After establishing three criteria for naming the true Great American Novel — ubiquity, notability, and morality — novelist John Scalzi recently made the case for Harper Lee's To Kill a Mockingbird as the GAN to end all GANs. (He listed The Great Gatsby and The Scarlet Letter as runners-up.) The public would appear to agree, as PBS’ 2018 Great American Read poll named the story of Scout and Atticus Finch America’s most-loved novel.

Published in 1939 — 14 years after Gatsby and 21 years before MockingbirdThe Grapes of Wrath has been called “the great American novel that everyone keeps waiting for” and appears on nearly every list of GANs.
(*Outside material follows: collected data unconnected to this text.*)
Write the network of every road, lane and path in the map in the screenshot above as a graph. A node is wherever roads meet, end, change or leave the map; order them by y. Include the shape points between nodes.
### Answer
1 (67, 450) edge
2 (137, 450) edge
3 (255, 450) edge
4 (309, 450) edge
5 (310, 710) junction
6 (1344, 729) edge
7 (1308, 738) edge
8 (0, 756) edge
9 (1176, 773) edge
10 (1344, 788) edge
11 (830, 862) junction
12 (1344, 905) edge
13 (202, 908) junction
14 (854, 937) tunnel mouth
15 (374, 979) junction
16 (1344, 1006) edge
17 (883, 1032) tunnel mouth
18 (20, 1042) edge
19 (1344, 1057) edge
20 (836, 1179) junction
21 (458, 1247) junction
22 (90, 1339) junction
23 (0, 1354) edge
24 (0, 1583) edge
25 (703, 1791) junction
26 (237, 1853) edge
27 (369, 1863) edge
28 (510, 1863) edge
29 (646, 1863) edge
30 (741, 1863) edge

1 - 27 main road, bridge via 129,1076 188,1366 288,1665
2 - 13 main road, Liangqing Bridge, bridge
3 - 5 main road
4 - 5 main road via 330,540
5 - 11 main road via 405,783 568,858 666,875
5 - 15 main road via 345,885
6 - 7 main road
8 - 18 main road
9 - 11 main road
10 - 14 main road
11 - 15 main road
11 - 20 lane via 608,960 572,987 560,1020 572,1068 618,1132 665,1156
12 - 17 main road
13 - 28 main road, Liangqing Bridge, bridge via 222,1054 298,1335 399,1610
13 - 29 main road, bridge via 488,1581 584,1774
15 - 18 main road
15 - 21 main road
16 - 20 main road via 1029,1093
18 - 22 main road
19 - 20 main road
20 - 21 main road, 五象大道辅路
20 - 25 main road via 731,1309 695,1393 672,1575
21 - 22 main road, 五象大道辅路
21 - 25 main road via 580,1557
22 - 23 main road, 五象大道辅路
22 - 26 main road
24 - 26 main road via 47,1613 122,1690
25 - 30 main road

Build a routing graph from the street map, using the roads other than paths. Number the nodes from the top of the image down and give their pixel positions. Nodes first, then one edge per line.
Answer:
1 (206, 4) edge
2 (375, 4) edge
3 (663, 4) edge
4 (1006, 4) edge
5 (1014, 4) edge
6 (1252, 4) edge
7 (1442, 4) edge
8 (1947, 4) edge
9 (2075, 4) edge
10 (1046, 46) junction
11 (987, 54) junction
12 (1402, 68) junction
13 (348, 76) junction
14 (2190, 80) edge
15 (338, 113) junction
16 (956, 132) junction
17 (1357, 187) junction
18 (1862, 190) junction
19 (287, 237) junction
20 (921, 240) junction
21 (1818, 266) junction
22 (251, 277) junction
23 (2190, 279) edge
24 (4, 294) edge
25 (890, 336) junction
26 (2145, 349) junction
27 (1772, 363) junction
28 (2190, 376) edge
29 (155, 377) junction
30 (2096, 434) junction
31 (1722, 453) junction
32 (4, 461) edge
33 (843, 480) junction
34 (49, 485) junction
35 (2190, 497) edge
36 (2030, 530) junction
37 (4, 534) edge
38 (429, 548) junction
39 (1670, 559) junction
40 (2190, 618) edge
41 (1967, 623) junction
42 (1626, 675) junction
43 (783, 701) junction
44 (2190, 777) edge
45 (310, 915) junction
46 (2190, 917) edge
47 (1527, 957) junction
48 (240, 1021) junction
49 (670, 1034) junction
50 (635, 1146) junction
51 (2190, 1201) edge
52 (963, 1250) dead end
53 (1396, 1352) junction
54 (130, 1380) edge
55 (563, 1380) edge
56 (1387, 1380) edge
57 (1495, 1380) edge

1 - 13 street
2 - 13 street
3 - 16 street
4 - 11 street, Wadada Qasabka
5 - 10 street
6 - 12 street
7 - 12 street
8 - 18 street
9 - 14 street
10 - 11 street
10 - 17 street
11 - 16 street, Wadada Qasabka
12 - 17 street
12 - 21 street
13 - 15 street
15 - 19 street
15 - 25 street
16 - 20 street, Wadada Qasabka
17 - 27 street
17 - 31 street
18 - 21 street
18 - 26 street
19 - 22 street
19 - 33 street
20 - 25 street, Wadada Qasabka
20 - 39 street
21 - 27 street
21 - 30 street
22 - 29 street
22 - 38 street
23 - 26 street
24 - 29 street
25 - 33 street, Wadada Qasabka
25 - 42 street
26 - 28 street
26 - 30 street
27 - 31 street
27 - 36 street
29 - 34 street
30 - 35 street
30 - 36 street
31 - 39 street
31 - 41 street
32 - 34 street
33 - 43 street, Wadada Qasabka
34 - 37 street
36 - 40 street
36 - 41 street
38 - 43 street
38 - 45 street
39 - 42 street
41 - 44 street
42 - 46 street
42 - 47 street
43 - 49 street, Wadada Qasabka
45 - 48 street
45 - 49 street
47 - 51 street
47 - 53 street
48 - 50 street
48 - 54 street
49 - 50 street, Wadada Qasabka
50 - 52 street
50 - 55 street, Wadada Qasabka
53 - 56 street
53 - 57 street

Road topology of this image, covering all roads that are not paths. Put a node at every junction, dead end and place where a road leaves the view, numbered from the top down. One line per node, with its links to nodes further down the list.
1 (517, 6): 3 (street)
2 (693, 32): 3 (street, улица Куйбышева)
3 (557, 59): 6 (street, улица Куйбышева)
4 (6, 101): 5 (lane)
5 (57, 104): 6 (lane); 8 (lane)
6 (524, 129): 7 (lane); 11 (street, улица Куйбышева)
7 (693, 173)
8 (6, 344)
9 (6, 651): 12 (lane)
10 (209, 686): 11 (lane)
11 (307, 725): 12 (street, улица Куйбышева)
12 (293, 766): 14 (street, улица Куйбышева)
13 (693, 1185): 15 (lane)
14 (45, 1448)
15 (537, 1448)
John Steinbeck's Depression-era tale of the Dust Bowl was instantly acclaimed, winning both the National Book Award and Pulitzer Prize shortly after publication; when Steinbeck won the Nobel Prize in Literature in 1962  the book was cited as one of the main reasons why he'd been so honored.

No less familiar to high schoolers is 1951’s The Catcher in the Rye, whose status as a Great American Novel is especially impressive considering it’s the only novel J.D. Salinger ever wrote (or published, at least — the famously reclusive author stopped sharing his writing with the world in 1965, a full 45 years before his death). Not unlike Crane and The Red Badge of Courage, Salinger “made no secret of his ambitions when he was writing it, announcing to anyone who would listen that he was engaged in writing the fabled great American novel,” as the writer Declan Burke puts it.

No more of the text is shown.